My Policy is as follows.

class PolicyNetwork(TorchModelV2, nn.Module):
    """Example of a PyTorch custom model that just delegates to a fc-net."""

    def __init__(self, obs_space, action_space, num_outputs, model_config,
                 name):
        TorchModelV2.__init__(self, obs_space, action_space, num_outputs,
                              model_config, name)
        nn.Module.__init__(self)

        self.ff = some_mlp()
        self._last_value = None
        self.view_requirements["prev_actions"] = ViewRequirement(data_col="actions", shift=-1, space=self.action_space)

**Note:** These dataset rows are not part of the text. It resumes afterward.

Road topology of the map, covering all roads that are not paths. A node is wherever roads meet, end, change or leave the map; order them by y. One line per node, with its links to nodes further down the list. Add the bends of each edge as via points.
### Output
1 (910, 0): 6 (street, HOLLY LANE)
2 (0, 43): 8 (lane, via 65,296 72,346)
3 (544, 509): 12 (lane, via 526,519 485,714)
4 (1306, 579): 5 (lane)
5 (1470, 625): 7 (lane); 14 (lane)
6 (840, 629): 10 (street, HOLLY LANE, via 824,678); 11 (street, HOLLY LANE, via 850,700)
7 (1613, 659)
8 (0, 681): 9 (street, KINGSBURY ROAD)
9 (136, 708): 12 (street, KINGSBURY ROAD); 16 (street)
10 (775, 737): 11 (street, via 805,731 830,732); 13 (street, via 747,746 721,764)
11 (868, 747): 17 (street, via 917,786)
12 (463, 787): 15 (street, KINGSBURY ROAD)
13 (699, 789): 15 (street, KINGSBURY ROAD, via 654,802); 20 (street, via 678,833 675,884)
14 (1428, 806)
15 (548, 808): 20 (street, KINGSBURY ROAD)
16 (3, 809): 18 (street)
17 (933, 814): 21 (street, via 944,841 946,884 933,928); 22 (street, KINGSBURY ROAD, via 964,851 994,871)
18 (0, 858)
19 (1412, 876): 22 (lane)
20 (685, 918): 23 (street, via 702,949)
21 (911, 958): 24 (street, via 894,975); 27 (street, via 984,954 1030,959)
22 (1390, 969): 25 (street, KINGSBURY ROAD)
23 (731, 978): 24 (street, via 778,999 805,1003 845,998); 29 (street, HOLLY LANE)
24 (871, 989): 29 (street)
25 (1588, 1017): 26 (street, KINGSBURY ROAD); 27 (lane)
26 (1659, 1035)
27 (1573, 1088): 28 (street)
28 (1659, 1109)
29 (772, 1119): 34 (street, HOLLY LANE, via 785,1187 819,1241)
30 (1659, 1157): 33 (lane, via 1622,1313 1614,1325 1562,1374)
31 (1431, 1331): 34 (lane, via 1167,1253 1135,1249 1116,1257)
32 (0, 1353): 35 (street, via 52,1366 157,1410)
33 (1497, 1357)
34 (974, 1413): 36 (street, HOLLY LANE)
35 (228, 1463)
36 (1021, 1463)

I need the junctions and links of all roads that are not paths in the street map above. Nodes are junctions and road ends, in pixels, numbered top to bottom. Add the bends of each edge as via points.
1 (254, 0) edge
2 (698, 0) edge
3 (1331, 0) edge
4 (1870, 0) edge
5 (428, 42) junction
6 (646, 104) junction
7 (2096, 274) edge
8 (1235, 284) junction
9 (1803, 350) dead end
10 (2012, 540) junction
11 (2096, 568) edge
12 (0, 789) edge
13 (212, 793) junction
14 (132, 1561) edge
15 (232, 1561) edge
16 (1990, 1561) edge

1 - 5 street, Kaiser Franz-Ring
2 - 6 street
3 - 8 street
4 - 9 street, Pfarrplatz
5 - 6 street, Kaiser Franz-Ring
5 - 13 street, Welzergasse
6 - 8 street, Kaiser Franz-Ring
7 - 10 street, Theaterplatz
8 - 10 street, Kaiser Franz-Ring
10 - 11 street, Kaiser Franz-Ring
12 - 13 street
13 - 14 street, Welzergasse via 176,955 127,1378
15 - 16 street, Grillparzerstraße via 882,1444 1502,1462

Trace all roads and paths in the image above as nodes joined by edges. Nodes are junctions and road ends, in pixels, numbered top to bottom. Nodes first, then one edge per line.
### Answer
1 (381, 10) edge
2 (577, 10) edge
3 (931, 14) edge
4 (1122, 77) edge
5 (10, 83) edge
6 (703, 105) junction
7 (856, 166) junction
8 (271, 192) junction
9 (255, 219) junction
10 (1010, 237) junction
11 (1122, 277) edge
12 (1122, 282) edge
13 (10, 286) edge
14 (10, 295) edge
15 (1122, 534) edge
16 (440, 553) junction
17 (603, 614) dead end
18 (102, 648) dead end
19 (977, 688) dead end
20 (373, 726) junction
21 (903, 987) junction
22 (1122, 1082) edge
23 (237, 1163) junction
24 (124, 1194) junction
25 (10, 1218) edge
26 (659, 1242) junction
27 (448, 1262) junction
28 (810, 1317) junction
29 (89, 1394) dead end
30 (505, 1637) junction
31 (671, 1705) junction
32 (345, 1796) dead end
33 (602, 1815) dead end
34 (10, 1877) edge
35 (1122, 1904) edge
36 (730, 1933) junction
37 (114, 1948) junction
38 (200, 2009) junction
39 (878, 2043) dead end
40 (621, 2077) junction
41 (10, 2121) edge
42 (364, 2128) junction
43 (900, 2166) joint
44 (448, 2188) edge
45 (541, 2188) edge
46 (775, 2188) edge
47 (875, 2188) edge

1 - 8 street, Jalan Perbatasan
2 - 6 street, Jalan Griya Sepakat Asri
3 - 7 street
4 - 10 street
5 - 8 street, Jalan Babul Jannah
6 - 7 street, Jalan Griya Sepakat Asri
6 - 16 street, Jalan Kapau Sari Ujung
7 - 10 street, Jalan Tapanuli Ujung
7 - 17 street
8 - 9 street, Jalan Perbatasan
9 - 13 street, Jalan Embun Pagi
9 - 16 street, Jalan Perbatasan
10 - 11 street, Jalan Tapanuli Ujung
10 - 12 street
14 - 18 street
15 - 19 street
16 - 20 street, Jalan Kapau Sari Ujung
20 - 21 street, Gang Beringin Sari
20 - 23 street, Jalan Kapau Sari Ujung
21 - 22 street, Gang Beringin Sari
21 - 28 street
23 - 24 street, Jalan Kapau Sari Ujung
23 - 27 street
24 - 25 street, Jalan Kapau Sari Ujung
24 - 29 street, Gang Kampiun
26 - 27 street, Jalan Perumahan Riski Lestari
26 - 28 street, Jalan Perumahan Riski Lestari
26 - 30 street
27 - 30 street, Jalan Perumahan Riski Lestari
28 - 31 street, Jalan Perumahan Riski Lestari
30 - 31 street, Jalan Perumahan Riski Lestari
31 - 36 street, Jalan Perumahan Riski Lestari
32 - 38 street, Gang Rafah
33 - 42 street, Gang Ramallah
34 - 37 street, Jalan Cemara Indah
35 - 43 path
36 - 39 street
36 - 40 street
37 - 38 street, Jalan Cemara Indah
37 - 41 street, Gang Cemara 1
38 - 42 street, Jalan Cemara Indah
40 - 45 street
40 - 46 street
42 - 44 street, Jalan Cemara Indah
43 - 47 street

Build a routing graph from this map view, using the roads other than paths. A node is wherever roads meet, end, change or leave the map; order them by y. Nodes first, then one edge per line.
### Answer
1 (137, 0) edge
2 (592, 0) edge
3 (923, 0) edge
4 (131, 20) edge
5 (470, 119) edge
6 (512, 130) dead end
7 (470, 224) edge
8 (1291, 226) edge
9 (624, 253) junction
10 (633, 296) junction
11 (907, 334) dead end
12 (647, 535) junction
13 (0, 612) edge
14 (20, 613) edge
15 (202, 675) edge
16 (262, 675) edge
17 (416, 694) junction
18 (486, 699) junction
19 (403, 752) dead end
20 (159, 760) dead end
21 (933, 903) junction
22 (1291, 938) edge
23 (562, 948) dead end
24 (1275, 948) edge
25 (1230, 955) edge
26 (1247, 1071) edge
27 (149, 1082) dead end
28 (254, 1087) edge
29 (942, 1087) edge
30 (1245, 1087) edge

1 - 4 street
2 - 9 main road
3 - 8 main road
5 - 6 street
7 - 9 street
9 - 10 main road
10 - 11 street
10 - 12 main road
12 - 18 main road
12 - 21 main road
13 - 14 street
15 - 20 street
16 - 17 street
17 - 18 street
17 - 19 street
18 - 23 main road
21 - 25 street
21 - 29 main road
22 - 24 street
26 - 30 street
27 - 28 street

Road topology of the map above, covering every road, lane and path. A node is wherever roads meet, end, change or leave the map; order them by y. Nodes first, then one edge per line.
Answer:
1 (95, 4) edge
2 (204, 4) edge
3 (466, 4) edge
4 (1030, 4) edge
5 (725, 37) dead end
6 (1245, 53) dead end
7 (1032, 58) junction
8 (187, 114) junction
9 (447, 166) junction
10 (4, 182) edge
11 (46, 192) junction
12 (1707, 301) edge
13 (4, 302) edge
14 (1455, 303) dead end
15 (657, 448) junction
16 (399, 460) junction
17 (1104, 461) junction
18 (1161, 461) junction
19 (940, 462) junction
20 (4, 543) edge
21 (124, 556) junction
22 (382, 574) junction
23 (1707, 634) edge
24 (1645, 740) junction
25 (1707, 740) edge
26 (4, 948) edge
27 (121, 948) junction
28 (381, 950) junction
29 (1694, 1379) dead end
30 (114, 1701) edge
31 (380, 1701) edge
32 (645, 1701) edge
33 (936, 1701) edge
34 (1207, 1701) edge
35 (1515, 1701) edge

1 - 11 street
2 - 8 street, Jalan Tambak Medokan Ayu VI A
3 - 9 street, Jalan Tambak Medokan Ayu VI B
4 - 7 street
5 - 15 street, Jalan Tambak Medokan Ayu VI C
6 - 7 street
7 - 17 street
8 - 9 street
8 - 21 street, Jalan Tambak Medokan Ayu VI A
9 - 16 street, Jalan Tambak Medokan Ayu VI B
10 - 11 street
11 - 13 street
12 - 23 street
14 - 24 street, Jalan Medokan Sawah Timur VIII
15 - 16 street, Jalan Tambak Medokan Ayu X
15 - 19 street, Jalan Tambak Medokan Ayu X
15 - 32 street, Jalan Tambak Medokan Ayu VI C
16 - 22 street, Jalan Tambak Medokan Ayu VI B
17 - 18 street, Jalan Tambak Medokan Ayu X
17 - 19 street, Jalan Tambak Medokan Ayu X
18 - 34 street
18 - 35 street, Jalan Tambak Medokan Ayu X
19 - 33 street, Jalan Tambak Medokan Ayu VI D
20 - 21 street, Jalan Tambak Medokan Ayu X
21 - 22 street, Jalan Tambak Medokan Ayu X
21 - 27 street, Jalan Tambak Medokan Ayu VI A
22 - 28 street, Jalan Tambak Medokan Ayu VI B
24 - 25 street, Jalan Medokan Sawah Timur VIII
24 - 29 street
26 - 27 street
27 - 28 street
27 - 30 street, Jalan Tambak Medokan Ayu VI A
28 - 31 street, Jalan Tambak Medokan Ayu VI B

    def forward(self, input_dict, state, seq_lens):
        features = input_dict["obs"]
        ch_act = input_dict["actions"]["ch_act"]
        ch_msg = input_dict["actions"]["ch_msg"]
        ...

I believe the pre/post processors will flatten the space. I use Abmarl’s RavelDiscreteWrapper when I want to ensure that something is treated discrete. This wrapper will convert the space to Discrete (in your case, Discrete(216) since there are 216 combinations in MultiDiscrete[6, 6, 6])), so that it will be treated as one-hot-encoding in the flattening.

Hi @sven1977,

Is there no way to use two or more action spaces? I am not able to get this working. Any help would be appreciated.

Hi @Rohit_Modee,

The issue I think you might be running into here is that the actions are not included as input to the policy network. It is the task of the policy network to take the observations as input and produce the actions. The actions should be the output of the forward method.

You could for example add a ViewRequirements to provide the actions from the previous time step as input.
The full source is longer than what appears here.